YOUR ASSIGNMENT
Scan the entries below for "stream" and copy each line that holds it.

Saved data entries
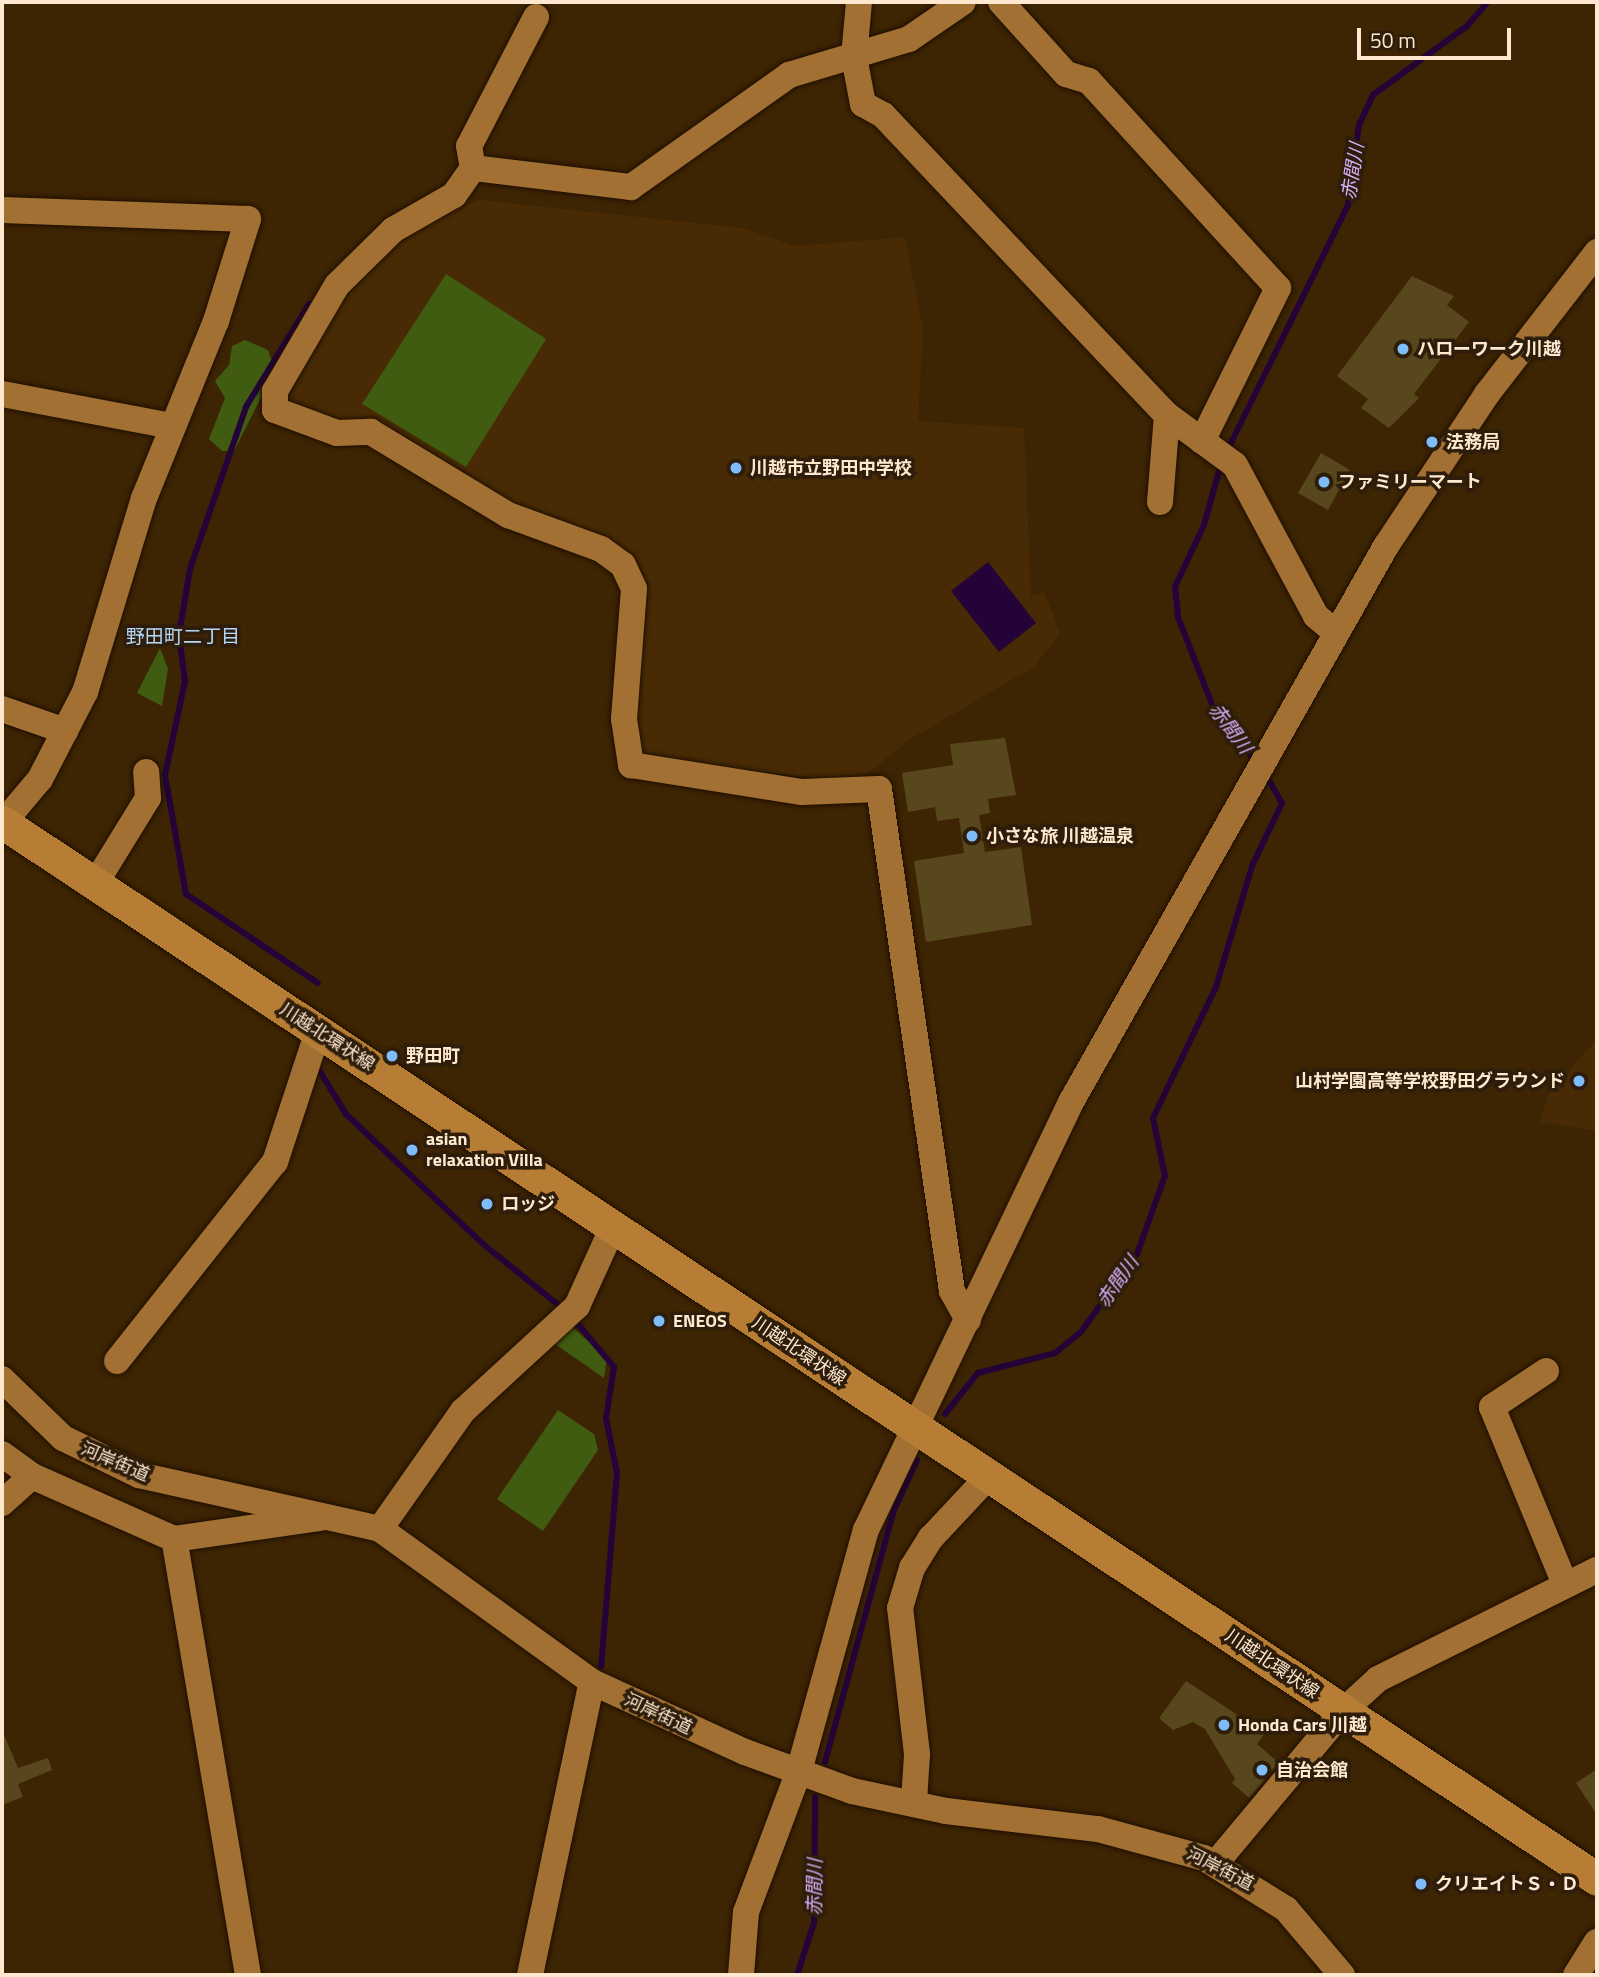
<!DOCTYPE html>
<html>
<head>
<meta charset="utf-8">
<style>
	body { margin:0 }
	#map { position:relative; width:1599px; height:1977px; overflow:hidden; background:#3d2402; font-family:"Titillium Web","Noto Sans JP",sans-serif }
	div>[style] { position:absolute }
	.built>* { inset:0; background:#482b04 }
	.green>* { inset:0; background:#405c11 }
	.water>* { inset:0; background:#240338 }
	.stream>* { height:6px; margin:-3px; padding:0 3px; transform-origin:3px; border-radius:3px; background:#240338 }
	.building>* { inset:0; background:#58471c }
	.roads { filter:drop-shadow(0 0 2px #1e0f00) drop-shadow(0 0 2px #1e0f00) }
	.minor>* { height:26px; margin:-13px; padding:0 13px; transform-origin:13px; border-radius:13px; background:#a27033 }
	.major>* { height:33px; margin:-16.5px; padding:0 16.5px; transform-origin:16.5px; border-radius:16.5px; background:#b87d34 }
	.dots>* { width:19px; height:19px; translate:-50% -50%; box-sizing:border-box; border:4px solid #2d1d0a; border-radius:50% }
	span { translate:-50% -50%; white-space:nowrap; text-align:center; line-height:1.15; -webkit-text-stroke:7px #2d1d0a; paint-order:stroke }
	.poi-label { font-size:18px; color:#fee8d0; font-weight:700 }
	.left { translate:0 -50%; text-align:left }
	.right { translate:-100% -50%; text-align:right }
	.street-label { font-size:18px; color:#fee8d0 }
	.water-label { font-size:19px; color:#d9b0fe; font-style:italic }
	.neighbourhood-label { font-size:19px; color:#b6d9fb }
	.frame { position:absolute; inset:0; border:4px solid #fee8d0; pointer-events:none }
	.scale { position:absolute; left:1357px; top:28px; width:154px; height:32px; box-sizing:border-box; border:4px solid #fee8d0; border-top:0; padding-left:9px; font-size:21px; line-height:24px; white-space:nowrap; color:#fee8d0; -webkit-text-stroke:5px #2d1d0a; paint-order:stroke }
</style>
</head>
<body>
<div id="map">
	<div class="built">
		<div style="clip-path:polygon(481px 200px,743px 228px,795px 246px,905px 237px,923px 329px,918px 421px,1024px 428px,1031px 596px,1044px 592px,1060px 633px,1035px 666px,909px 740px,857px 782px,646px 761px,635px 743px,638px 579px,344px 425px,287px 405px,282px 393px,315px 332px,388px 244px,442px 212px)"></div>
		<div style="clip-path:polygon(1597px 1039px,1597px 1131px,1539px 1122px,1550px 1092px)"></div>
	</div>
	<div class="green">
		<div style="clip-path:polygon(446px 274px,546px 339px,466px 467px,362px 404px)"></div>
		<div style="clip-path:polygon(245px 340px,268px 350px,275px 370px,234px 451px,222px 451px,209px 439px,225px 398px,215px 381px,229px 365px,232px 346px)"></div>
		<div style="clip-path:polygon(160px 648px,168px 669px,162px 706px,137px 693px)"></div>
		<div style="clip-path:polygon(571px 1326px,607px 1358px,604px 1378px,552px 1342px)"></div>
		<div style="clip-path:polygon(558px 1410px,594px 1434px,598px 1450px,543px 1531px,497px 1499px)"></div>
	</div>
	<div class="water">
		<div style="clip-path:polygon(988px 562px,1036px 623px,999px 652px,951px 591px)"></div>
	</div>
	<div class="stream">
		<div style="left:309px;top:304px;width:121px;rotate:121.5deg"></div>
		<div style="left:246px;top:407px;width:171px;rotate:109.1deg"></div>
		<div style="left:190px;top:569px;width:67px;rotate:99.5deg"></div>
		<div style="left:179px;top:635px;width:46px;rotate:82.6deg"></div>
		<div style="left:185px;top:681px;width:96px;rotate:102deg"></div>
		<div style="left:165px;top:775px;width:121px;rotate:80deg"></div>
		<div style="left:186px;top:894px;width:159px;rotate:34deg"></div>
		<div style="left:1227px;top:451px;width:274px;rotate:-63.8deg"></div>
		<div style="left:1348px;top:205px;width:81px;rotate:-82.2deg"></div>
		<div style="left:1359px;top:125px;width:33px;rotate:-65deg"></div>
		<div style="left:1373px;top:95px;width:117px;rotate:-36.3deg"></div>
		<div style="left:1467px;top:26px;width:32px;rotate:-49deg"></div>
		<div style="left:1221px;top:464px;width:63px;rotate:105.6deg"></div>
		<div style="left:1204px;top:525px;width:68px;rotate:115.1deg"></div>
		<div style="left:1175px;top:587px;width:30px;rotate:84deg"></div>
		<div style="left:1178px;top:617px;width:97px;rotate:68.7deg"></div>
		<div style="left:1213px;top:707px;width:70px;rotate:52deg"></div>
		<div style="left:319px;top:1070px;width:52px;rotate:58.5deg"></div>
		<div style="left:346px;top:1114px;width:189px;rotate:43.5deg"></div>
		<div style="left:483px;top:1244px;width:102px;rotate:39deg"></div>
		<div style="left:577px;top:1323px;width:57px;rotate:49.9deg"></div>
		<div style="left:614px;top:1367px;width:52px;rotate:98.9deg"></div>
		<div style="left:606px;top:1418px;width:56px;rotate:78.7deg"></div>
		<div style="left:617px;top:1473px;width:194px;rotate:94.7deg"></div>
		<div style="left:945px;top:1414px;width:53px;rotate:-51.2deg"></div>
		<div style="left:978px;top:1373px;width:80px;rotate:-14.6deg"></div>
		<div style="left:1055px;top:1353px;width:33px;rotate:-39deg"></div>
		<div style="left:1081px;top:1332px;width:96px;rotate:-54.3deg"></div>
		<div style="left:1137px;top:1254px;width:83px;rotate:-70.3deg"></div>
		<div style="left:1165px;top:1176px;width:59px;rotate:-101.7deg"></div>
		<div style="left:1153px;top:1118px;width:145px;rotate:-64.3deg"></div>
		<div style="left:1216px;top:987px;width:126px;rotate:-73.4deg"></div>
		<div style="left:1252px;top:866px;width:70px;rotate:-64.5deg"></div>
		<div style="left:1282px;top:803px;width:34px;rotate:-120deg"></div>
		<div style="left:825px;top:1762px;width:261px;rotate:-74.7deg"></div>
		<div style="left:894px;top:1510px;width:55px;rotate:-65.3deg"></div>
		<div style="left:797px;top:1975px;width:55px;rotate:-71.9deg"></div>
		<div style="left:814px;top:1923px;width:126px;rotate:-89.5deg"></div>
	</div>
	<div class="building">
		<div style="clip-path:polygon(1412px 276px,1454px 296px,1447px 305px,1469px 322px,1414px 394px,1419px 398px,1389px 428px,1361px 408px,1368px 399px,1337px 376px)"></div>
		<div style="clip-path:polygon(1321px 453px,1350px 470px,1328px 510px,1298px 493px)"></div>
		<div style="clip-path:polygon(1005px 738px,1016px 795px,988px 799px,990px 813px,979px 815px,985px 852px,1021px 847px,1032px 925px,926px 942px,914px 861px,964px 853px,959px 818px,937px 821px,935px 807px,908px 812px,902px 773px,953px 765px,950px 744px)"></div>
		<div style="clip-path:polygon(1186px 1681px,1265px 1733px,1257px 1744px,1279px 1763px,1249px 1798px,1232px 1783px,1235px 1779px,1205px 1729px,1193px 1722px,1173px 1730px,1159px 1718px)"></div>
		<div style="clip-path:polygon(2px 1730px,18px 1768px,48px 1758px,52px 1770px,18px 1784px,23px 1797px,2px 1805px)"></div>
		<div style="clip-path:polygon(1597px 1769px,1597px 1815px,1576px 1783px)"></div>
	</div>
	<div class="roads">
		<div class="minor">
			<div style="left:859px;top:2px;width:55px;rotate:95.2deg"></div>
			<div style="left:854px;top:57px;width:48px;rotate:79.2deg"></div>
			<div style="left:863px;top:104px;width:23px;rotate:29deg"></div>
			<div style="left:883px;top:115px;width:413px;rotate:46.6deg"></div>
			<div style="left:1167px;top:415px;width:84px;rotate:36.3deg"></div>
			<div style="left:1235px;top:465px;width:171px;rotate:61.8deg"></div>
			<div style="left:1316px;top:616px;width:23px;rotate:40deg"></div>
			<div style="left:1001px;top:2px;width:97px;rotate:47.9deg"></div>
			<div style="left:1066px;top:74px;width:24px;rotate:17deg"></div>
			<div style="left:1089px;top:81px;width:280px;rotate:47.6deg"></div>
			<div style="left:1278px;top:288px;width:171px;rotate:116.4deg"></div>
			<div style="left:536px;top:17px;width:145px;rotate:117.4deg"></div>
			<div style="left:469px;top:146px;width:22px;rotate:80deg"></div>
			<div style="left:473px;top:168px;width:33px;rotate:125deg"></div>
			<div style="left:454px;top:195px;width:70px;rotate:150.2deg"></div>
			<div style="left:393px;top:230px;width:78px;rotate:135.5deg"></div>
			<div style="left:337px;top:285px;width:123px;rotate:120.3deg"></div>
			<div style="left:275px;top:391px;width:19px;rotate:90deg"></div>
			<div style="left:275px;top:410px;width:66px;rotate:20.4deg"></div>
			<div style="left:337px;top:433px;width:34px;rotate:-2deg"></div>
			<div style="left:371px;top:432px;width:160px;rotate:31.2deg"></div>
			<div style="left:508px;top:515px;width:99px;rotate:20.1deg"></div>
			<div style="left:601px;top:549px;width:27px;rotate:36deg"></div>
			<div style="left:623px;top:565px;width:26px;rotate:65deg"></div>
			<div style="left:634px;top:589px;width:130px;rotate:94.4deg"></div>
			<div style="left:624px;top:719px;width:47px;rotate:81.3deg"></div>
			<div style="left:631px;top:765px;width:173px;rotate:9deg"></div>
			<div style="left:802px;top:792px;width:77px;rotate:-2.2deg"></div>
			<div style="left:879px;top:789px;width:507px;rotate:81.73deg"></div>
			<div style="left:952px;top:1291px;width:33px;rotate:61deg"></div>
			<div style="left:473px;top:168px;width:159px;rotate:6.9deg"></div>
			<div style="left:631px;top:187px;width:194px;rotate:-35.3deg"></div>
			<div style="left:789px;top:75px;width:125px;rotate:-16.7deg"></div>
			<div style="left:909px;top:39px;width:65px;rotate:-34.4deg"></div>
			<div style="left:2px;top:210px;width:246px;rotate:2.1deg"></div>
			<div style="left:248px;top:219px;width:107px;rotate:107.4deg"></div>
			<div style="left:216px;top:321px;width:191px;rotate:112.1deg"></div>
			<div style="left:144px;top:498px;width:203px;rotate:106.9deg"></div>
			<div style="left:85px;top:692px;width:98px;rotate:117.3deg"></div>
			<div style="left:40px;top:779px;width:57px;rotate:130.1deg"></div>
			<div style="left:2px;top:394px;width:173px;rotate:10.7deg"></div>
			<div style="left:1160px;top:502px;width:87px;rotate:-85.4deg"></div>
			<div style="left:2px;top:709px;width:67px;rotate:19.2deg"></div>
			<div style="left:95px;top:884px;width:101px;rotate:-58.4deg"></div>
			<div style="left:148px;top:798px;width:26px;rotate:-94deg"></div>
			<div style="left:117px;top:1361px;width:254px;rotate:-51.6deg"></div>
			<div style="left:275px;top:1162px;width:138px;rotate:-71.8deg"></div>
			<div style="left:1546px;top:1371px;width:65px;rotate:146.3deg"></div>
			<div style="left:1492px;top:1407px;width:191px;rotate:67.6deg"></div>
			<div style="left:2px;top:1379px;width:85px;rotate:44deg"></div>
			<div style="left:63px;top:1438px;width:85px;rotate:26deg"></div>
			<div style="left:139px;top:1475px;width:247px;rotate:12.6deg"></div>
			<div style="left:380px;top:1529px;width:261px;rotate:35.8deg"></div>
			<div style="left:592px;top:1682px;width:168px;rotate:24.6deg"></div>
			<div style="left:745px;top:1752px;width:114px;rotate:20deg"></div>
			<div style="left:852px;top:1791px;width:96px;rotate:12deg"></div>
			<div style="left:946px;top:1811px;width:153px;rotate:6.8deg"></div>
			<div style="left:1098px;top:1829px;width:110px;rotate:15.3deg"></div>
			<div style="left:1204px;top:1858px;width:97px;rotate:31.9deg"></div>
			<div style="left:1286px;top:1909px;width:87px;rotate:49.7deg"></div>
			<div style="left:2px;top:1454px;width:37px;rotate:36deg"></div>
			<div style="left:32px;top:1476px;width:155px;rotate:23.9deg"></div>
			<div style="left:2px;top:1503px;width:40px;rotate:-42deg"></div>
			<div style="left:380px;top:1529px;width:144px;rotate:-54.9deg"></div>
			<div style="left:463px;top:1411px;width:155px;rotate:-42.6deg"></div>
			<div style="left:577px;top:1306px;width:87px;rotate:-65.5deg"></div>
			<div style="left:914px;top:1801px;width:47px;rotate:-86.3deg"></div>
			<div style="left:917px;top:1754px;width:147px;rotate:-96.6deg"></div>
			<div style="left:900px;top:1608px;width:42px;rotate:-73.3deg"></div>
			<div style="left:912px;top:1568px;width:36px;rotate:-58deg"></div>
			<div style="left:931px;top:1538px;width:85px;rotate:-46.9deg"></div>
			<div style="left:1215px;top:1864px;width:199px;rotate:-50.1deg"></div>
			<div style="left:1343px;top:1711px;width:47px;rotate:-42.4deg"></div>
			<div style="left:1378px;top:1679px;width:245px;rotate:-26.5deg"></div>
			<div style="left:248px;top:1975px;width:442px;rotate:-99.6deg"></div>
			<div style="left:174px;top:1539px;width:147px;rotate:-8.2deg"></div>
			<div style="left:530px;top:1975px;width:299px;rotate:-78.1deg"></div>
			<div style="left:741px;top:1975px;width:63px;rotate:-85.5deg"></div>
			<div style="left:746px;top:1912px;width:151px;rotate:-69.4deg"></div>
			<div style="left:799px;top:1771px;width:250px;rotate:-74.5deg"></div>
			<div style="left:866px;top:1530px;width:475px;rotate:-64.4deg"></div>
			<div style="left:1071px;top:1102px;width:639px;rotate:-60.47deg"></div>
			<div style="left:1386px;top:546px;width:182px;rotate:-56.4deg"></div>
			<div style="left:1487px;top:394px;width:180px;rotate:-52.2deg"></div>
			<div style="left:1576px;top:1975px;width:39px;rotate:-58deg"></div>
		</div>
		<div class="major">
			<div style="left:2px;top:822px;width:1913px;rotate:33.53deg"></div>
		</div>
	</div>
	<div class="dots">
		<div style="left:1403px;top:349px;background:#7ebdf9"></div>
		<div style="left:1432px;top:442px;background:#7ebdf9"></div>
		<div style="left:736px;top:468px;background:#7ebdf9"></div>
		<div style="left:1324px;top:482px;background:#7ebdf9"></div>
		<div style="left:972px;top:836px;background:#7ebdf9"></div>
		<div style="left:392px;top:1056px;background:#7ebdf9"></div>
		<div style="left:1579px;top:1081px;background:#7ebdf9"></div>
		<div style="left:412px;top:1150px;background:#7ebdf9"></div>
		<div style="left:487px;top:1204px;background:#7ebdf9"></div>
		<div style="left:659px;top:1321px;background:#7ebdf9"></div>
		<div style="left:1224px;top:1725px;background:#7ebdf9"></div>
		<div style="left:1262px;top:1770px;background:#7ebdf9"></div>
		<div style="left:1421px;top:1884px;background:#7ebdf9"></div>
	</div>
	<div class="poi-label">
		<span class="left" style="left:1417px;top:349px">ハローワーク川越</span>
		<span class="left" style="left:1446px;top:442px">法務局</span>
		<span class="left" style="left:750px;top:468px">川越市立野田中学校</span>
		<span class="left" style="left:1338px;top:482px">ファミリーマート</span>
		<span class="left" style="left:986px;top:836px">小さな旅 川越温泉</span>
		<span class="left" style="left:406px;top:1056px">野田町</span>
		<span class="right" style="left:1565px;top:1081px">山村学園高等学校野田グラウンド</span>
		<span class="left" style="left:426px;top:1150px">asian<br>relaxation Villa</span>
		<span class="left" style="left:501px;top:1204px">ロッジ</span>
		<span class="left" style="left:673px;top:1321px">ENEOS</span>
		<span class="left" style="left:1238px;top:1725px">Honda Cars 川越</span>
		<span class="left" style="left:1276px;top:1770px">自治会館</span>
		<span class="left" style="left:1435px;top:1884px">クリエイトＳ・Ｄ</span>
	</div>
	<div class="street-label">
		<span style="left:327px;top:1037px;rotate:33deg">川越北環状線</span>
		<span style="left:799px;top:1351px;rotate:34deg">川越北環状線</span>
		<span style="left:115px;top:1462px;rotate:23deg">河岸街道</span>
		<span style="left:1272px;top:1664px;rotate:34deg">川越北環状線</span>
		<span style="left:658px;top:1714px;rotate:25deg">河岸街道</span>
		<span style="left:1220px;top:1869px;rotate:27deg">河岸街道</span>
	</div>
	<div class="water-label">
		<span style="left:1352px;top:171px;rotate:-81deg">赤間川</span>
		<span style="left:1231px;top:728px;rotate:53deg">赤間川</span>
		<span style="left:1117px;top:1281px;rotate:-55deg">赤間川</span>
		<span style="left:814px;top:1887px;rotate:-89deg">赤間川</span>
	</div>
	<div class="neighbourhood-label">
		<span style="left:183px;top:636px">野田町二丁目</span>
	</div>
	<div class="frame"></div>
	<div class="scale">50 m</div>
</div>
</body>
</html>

SOLUTION
	.stream>* { height:6px; margin:-3px; padding:0 3px; transform-origin:3px; border-radius:3px; background:#240338 }
	<div class="stream">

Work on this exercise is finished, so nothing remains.